Is feigning ignorance and begging forgiveness a legal defense for Treason?

In 1972, at the height of the Vietnam War that cost the lives of 58,220 U.S. service members, a war that was dismally orchestrated by the liberals in the State Dept., actress Jane Fonda went on her infamous visit to the heart of enemy territory, Hanoi, North Vietnam, to protest America's involvement. Fonda made anti-war speeches and posed for pictures of herself sitting on an anti-aircraft cannon smiling and singing songs with North Vietnamese soldiers. Jane Fonda committed Treason against the United States by giving aid and comfort to the enemy but because of the influence of the leftist news media, Hollywood liberals and sympathetic Democrats, she was never charged or put on trial for the offense that carries the death penalty. From that day forward Jane Fonda has been known as Hanoi Jane.
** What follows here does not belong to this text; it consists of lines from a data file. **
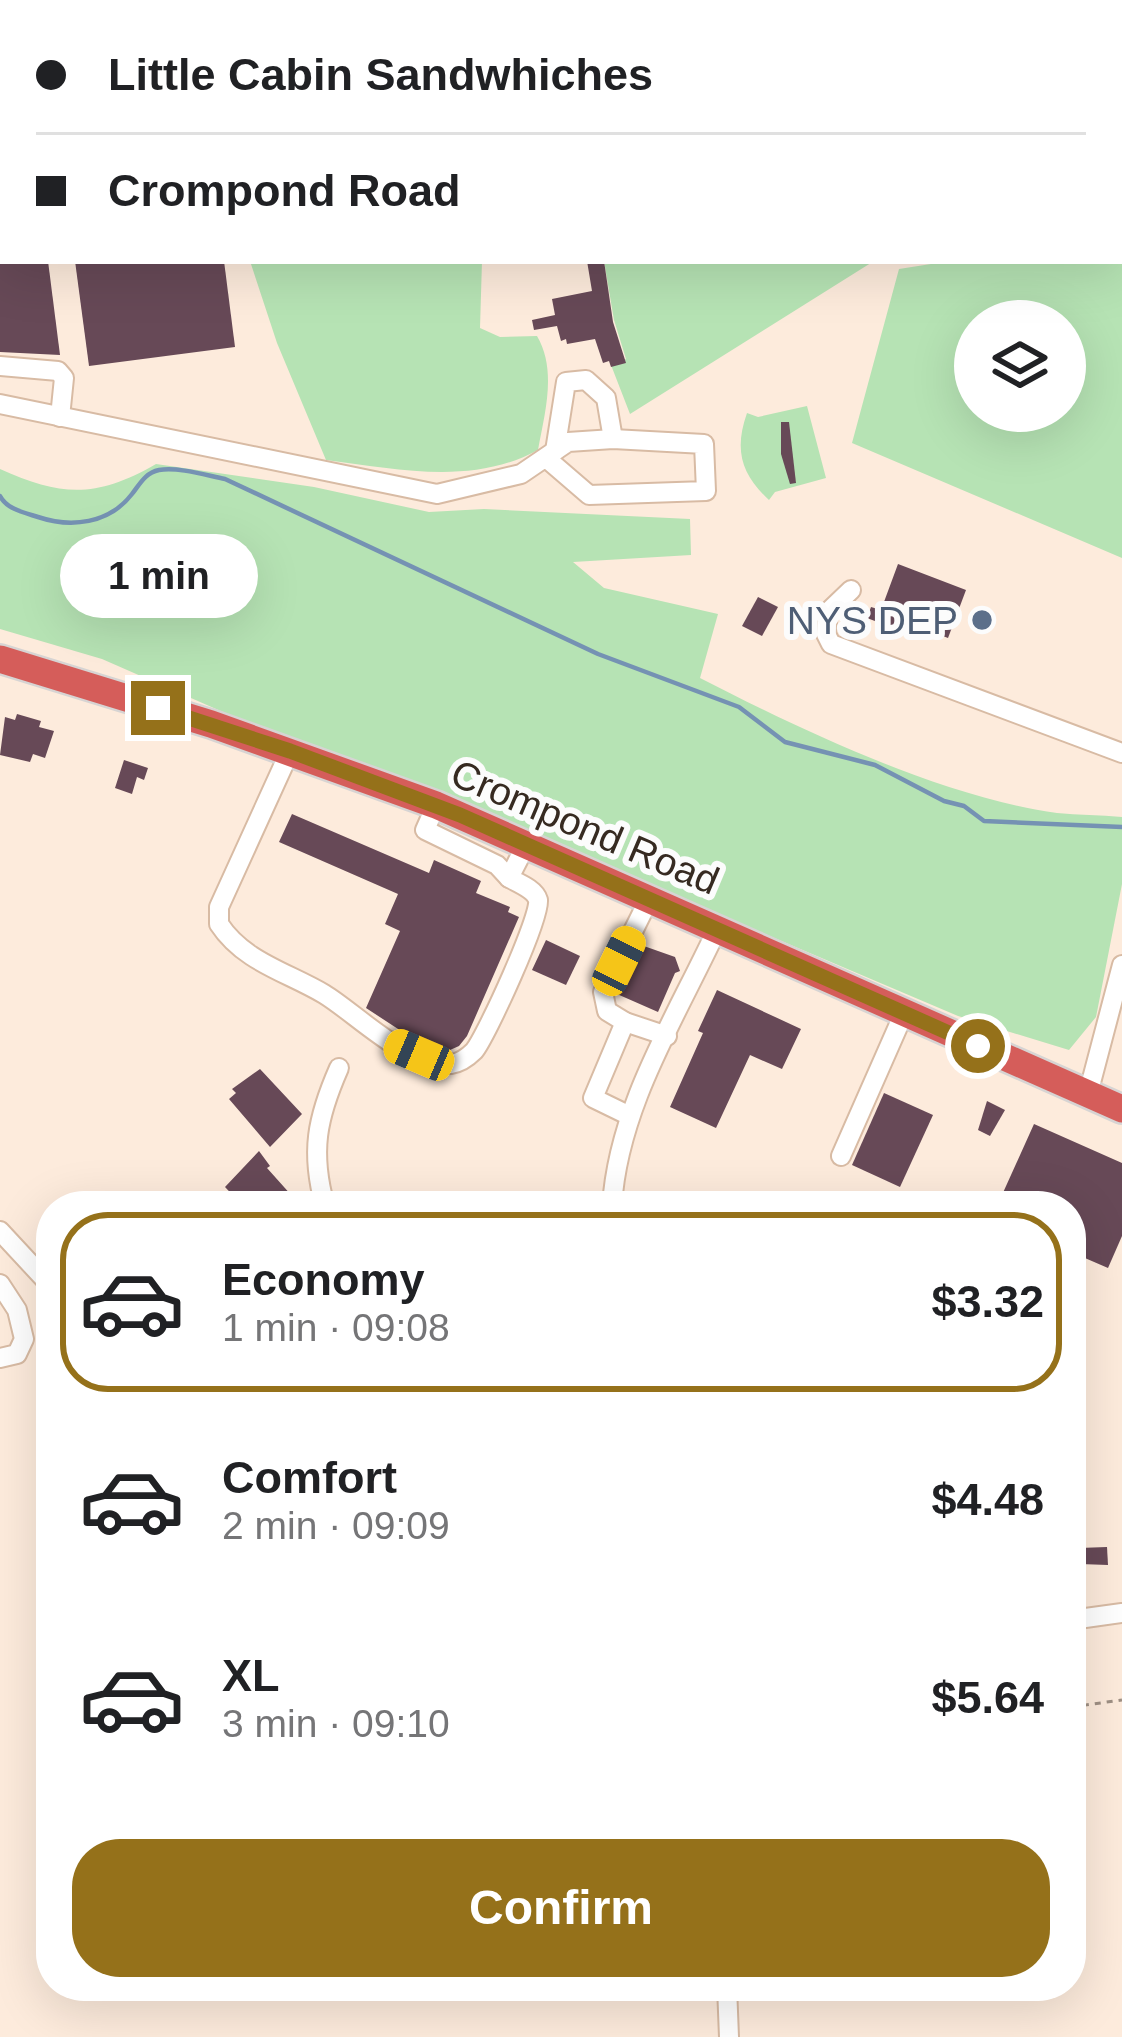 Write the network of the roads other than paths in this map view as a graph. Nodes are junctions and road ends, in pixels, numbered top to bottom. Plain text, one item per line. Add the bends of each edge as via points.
1 (0, 366) edge
2 (0, 404) edge
3 (60, 417) junction
4 (613, 439) junction
5 (550, 455) junction
6 (851, 590) dead end
7 (0, 659) edge
8 (290, 751) junction
9 (1122, 753) edge
10 (436, 805) junction
11 (527, 843) junction
12 (509, 878) junction
13 (650, 897) junction
14 (718, 927) junction
15 (1122, 965) edge
16 (904, 1013) junction
17 (625, 1022) junction
18 (667, 1036) junction
19 (339, 1068) dead end
20 (1088, 1094) junction
21 (1122, 1109) edge
22 (631, 1116) junction
23 (841, 1156) dead end
24 (321, 1191) edge
25 (614, 1191) edge
26 (0, 1231) edge
27 (36, 1270) edge
28 (0, 1284) edge
29 (0, 1358) edge
30 (1122, 1613) edge
31 (1086, 1618) edge
32 (728, 2001) edge
33 (729, 2037) edge

1 - 3 street via 58,371
2 - 3 street
3 - 5 street via 437,494 521,474
4 - 5 street via 568,442
4 - 5 street via 606,398 586,380 566,382
4 - 5 street via 704,444 706,491 589,495
6 - 9 street via 828,612 831,644
7 - 8 highway, Crompond Road
8 - 10 highway, Crompond Road
8 - 12 street via 219,907 219,924 245,952 333,1000 388,1042 437,1063 453,1064 476,1049 537,911 532,891
10 - 11 highway, Crompond Road
10 - 12 street via 425,830
11 - 12 street
11 - 13 highway, Crompond Road
13 - 14 highway, Crompond Road
13 - 17 street via 604,992 607,1011
14 - 16 highway, Crompond Road
14 - 18 street
15 - 20 street
16 - 20 highway, Crompond Road
16 - 23 street
17 - 18 street
17 - 22 street via 592,1098
18 - 22 street
19 - 24 street via 316,1144
20 - 21 highway, Crompond Road
22 - 25 street
26 - 27 street
28 - 29 street via 24,1339 17,1354
30 - 31 street
32 - 33 street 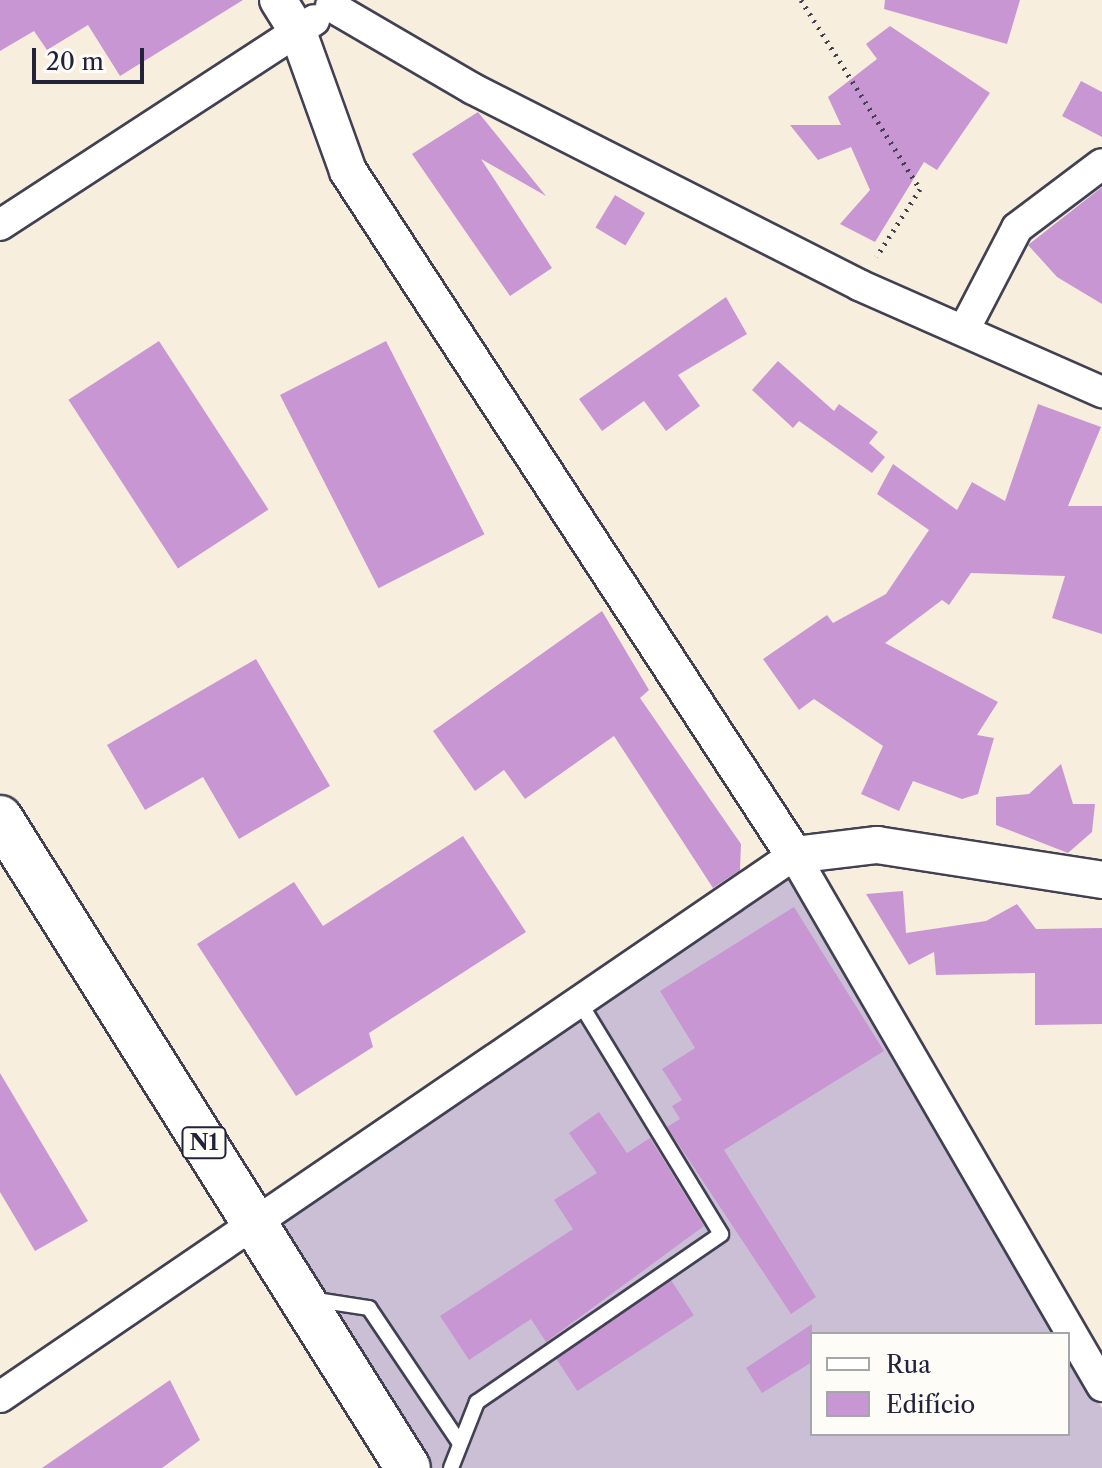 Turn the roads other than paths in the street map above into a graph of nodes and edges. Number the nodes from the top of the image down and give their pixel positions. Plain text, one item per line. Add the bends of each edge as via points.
1 (278, 0) edge
2 (336, 3) edge
3 (298, 32) junction
4 (1102, 164) edge
5 (0, 225) edge
6 (964, 330) junction
7 (1102, 392) edge
8 (0, 818) edge
9 (794, 855) junction
10 (1102, 880) edge
11 (581, 1005) junction
12 (255, 1224) junction
13 (302, 1299) junction
14 (1102, 1386) edge
15 (0, 1397) edge
16 (459, 1442) junction
17 (408, 1468) edge
18 (451, 1468) edge

1 - 3 street
2 - 3 street
2 - 6 street via 487,97 859,285
3 - 5 street
3 - 9 street via 348,171
4 - 6 street via 1017,228
6 - 7 street
8 - 12 highway, N1
9 - 10 street via 877,845
9 - 11 street
9 - 14 street
11 - 12 street
11 - 16 lane via 721,1234 491,1389 477,1402
12 - 13 highway, N1
12 - 15 street
13 - 16 lane via 340,1298 369,1308
13 - 17 highway, N1
16 - 18 lane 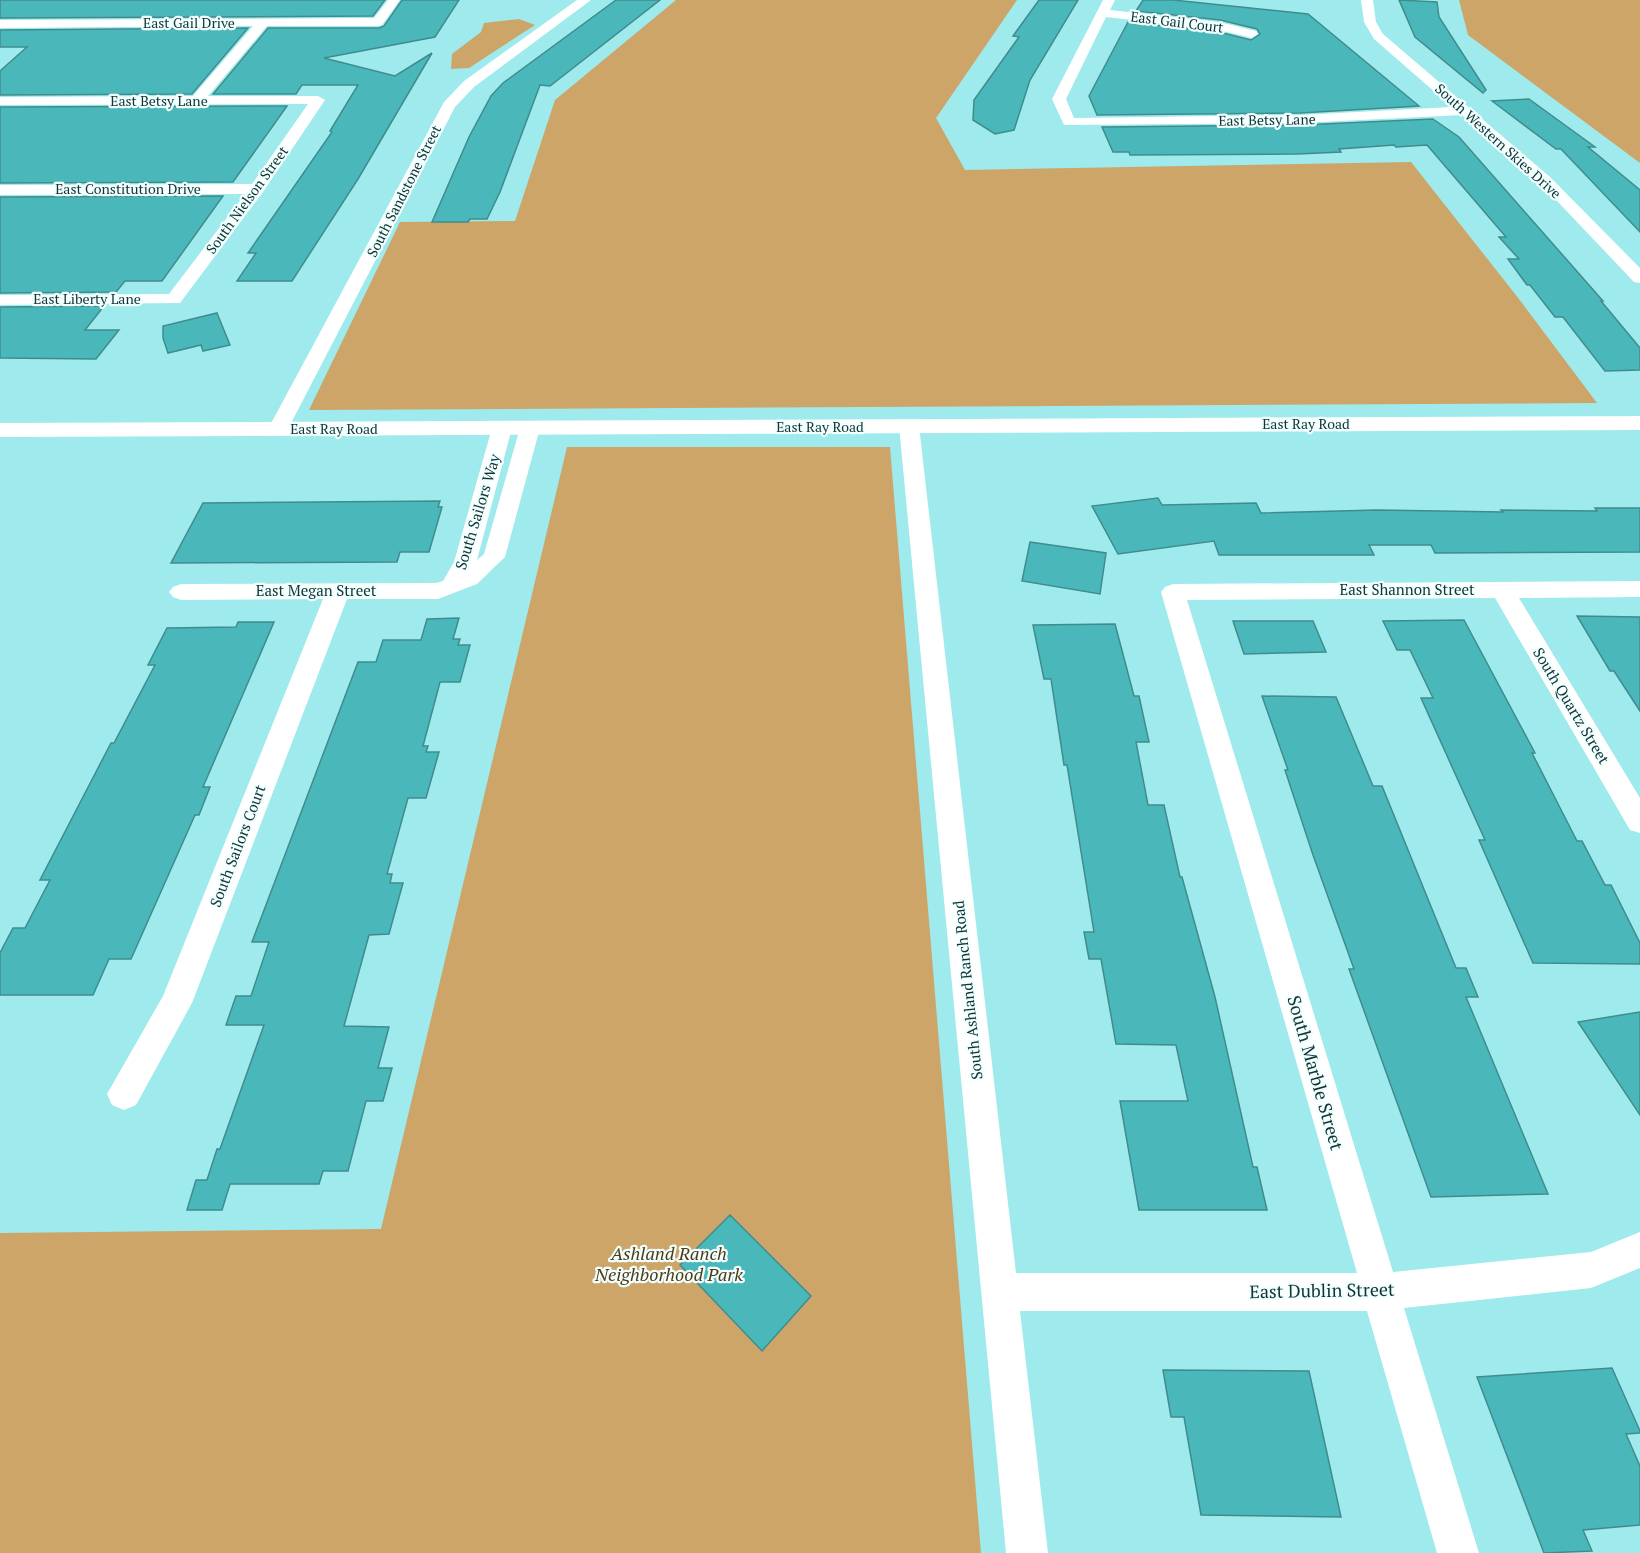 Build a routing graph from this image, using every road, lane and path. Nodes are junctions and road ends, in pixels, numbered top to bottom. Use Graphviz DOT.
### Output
graph roads {
  1 [pos="394,0"];
  2 [pos="585,0"];
  3 [pos="1109,0"];
  4 [pos="1366,0"];
  5 [pos="1101,13"];
  6 [pos="263,23"];
  7 [pos="0,24"];
  8 [pos="1252,34"];
  9 [pos="197,100"];
  10 [pos="318,100"];
  11 [pos="0,101"];
  12 [pos="1466,111"];
  13 [pos="257,189"];
  14 [pos="0,190"];
  15 [pos="1640,278"];
  16 [pos="174,299"];
  17 [pos="0,300"];
  18 [pos="1640,423"];
  19 [pos="909,426"];
  20 [pos="502,428"];
  21 [pos="530,428"];
  22 [pos="278,429"];
  23 [pos="0,430"];
  24 [pos="507,509"];
  25 [pos="480,510"];
  26 [pos="451,586"];
  27 [pos="1502,589"];
  28 [pos="1640,589"];
  29 [pos="338,591"];
  30 [pos="181,592"];
  31 [pos="1173,592"];
  32 [pos="1640,822"];
  33 [pos="124,1095"];
  34 [pos="1640,1250"];
  35 [pos="999,1292"];
  36 [pos="1380,1292"];
  37 [pos="1027,1553"];
  38 [pos="1458,1553"];
  1 -- 6 [label="street, East Gail Drive"];
  2 -- 22 [label="street, South Sandstone Street"];
  3 -- 5 [label="street"];
  4 -- 12 [label="street, South Western Skies Drive"];
  5 -- 8 [label="street, East Gail Court"];
  5 -- 12 [label="street, East Betsy Lane"];
  6 -- 7 [label="street, East Gail Drive"];
  6 -- 9 [label="street"];
  9 -- 10 [label="street, East Betsy Lane"];
  9 -- 11 [label="street, East Betsy Lane"];
  10 -- 13 [label="street, South Nielson Street"];
  12 -- 15 [label="street, South Western Skies Drive"];
  13 -- 14 [label="street, East Constitution Drive"];
  13 -- 16 [label="street, South Nielson Street"];
  16 -- 17 [label="street, East Liberty Lane"];
  18 -- 19 [label="main road, East Ray Road"];
  19 -- 21 [label="main road, East Ray Road"];
  19 -- 35 [label="street, South Ashland Ranch Road"];
  20 -- 21 [label="main road, East Ray Road"];
  20 -- 22 [label="main road, East Ray Road"];
  20 -- 25 [label="street, South Sailors Way"];
  21 -- 24 [label="street, South Sailors Way"];
  22 -- 23 [label="main road, East Ray Road"];
  24 -- 25 [label="street"];
  24 -- 26 [label="street, South Sailors Way"];
  25 -- 26 [label="street, South Sailors Way"];
  26 -- 29 [label="street, East Megan Street"];
  27 -- 28 [label="street, East Shannon Street"];
  27 -- 31 [label="street, East Shannon Street"];
  27 -- 32 [label="street, South Quartz Street"];
  29 -- 30 [label="street, East Megan Street"];
  29 -- 33 [label="street, South Sailors Court"];
  31 -- 36 [label="street, South Marble Street"];
  34 -- 36 [label="street, East Dublin Street"];
  35 -- 36 [label="street, East Dublin Street"];
  35 -- 37 [label="street, South Ashland Ranch Road"];
  36 -- 38 [label="street, South Marble Street"];
}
In a 60 Minutes interview on March 31, 2005, Fonda reiterated that she had no regrets about her trip to North Vietnam in 1972, with the exception of the anti-aircraft-gun photo. The following year, Jane Fonda married her second husband, Tom Hayden who was one of the initiators of the influential leftist student activist group Students for a Democratic Society (SDS) a Communist front group. According to Wikipedia,
In 1965, Tom Hayden, along with Communist Party USA (CPUSA) member Herbert Aptheker and Quaker peace activist Staughton Lynd undertook a controversial visit to North Vietnam and Hanoi. The three toured villages and factories and met with an American POW whose plane had been shot down. The result of this tour of North Vietnam, at a high point in the war, was a book titled The Other Side. Staughton Lynd later wrote that the New Left disavowed "the Anti-Communism of the previous generation" and that Lynd and Hayden had written in Studies on the Left that, "We refuse to be anti-Communist, We insist the term has lost all the specific content it once had."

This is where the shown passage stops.